To do >> Where in the data does the word "badge" appear? Find those lines and copy them.

Top of Entries provided

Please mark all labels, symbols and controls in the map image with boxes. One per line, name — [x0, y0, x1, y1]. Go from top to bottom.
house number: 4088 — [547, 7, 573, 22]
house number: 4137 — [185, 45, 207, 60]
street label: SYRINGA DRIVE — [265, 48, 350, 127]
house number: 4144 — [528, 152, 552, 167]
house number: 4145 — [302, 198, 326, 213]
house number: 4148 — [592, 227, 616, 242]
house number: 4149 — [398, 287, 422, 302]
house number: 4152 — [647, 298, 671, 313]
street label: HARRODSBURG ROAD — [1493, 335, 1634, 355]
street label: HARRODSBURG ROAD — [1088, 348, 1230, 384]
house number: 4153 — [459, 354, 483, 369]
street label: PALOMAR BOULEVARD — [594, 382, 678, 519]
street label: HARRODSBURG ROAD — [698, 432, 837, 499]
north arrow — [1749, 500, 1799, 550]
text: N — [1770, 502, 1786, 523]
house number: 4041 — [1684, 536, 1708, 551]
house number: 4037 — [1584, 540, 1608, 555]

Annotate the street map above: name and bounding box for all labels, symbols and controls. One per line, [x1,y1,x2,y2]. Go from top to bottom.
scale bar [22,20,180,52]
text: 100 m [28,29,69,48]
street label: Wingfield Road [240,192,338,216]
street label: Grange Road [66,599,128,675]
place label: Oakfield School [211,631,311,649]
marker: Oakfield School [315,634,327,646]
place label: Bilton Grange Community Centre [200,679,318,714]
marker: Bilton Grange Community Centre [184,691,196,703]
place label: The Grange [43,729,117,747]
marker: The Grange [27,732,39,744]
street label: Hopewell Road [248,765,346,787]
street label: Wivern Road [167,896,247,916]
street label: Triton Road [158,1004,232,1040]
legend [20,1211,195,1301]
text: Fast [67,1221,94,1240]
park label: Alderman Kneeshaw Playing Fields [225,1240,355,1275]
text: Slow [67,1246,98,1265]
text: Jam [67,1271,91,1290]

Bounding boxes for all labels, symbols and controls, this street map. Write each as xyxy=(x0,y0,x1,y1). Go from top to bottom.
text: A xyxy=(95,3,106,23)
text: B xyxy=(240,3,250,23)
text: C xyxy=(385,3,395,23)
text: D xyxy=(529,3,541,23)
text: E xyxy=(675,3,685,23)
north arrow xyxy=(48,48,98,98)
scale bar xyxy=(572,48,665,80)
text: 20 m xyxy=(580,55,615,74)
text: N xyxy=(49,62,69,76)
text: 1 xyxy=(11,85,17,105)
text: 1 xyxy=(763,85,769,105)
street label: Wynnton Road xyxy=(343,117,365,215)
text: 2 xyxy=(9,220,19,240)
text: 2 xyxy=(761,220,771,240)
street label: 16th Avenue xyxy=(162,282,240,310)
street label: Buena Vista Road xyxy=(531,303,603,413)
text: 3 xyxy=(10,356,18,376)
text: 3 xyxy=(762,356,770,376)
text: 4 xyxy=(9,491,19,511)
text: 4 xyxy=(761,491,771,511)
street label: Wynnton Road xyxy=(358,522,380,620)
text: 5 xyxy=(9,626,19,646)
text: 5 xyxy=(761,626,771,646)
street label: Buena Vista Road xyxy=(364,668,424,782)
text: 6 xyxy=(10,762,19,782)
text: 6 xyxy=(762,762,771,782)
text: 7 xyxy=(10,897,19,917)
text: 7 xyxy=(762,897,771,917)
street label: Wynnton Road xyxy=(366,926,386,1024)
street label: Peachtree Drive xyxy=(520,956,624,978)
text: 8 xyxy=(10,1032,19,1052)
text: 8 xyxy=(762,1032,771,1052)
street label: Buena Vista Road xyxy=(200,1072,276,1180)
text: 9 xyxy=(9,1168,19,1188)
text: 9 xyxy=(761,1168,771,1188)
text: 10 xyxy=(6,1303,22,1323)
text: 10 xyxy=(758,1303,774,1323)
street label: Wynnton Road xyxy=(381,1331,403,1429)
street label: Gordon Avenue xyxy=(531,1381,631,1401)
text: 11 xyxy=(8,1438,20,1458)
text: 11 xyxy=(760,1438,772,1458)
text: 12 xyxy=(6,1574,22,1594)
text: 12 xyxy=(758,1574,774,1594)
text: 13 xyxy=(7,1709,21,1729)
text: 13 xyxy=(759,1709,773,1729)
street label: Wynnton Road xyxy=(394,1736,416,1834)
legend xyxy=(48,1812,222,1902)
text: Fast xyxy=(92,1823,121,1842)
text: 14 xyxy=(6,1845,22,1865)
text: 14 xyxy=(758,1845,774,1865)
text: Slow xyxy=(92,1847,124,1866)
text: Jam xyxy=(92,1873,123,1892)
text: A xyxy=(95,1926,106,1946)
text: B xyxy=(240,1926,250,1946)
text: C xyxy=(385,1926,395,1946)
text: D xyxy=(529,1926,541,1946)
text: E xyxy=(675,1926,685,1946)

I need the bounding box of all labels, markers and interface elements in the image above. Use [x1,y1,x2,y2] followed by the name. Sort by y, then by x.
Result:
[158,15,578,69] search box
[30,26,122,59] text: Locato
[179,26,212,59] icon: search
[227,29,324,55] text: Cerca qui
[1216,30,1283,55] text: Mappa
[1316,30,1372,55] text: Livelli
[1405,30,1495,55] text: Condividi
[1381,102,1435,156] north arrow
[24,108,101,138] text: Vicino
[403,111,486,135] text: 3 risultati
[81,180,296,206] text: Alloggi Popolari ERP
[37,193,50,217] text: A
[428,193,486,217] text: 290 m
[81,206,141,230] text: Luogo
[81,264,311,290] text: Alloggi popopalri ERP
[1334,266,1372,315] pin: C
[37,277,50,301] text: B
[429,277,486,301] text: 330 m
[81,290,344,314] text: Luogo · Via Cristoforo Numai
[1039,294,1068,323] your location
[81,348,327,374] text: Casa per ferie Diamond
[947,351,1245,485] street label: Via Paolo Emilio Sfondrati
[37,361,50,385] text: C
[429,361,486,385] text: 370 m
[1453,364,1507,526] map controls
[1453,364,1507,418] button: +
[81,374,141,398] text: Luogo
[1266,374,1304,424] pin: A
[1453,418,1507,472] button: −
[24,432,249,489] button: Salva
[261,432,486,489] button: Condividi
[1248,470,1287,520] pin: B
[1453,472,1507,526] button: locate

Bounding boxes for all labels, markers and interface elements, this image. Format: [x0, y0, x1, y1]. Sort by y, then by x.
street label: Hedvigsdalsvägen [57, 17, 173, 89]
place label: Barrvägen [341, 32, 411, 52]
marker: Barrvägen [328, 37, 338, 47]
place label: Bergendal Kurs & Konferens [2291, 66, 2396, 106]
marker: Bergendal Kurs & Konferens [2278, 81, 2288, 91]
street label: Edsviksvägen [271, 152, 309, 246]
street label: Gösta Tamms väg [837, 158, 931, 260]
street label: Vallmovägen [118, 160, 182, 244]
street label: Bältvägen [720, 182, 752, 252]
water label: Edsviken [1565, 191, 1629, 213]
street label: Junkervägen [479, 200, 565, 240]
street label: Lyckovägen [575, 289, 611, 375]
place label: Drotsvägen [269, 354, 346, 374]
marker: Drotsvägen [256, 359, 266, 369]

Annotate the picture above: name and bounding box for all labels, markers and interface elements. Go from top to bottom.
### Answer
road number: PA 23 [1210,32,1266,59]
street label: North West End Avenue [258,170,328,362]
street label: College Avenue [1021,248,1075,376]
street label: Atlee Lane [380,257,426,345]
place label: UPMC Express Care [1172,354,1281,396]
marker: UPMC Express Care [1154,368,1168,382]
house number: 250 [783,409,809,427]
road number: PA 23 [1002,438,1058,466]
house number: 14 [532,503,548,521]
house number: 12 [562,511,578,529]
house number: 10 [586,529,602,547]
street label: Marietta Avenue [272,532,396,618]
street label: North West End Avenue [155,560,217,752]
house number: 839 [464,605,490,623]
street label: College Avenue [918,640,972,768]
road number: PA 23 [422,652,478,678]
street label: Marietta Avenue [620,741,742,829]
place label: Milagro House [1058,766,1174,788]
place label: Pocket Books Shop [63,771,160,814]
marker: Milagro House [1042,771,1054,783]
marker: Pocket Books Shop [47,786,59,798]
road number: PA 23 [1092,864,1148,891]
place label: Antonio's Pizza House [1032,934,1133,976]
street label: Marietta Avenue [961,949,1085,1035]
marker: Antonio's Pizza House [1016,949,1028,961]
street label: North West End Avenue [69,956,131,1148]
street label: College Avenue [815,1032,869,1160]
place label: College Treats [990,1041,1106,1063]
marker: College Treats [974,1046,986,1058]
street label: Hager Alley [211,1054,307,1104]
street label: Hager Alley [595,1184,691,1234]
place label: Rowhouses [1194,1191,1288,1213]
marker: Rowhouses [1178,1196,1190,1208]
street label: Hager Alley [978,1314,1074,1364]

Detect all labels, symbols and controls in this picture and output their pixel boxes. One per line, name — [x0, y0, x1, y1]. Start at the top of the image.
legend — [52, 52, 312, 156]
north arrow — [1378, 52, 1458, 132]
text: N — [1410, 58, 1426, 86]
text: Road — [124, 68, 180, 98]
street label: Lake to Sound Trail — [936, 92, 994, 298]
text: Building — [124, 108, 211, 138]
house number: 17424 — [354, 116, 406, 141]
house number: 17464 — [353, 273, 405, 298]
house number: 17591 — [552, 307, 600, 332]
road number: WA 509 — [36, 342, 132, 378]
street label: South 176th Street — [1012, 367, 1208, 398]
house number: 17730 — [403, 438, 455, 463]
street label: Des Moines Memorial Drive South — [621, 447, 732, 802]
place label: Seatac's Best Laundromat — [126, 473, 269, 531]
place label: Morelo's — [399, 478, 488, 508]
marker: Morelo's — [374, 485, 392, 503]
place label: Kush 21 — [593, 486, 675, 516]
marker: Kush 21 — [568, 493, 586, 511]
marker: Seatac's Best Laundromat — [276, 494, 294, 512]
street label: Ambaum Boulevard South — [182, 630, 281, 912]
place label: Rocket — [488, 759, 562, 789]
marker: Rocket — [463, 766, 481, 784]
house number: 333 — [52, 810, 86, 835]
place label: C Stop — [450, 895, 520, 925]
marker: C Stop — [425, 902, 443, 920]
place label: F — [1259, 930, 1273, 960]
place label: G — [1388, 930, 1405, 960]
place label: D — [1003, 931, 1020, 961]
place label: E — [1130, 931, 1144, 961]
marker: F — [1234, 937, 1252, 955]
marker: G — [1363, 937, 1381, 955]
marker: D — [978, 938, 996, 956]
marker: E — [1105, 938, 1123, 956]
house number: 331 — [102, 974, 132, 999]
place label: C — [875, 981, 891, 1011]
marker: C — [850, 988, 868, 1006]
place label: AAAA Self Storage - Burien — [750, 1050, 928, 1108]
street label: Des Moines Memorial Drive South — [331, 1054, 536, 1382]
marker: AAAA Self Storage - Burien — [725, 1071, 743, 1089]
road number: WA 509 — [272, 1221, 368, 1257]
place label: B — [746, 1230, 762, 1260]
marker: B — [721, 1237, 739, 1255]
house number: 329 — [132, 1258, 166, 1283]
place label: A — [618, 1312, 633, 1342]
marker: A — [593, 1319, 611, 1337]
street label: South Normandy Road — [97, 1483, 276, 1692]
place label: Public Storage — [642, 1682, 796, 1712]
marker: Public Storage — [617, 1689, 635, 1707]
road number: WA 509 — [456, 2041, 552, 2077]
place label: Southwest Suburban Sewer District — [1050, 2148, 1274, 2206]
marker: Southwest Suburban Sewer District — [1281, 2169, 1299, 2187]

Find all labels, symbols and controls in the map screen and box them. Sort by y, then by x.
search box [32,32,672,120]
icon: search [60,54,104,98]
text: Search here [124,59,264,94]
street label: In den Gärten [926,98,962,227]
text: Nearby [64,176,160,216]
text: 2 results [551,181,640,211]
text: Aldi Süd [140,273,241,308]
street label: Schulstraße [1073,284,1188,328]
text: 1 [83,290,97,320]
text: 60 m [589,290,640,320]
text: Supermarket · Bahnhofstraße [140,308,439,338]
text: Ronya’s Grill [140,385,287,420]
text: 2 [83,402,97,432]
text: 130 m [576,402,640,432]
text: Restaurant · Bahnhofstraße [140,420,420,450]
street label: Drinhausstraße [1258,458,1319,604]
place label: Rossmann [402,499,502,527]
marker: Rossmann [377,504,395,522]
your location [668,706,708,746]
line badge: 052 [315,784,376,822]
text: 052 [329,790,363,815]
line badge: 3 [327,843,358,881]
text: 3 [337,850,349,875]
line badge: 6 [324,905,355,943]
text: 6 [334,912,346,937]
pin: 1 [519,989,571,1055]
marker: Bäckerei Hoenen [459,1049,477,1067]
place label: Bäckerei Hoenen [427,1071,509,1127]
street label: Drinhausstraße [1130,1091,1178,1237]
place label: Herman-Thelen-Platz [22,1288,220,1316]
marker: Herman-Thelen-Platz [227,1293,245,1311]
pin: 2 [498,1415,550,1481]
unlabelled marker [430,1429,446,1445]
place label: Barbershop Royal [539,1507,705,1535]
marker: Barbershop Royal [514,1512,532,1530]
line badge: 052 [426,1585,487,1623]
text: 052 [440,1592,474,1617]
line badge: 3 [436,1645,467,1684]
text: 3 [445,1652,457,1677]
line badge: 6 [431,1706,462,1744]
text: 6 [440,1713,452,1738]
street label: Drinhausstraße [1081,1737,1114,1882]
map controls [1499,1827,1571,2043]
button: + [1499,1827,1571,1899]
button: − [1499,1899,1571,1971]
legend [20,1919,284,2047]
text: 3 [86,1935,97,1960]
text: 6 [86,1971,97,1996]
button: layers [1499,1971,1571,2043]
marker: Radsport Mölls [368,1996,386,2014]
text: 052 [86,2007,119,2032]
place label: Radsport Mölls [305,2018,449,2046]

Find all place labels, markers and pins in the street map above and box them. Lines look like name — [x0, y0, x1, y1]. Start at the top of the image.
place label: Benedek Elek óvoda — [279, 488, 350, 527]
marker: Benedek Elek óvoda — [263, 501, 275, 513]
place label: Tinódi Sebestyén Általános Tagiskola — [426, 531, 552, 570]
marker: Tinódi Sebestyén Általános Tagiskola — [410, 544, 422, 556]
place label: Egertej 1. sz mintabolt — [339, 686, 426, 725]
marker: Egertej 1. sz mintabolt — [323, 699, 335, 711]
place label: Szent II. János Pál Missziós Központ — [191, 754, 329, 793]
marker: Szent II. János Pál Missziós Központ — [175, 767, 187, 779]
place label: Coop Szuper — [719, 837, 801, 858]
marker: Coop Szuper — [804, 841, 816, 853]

Bottom of Entries provided

The answer >>
line badge: 052 [315,784,376,822]
line badge: 3 [327,843,358,881]
line badge: 6 [324,905,355,943]
line badge: 052 [426,1585,487,1623]
line badge: 3 [436,1645,467,1684]
line badge: 6 [431,1706,462,1744]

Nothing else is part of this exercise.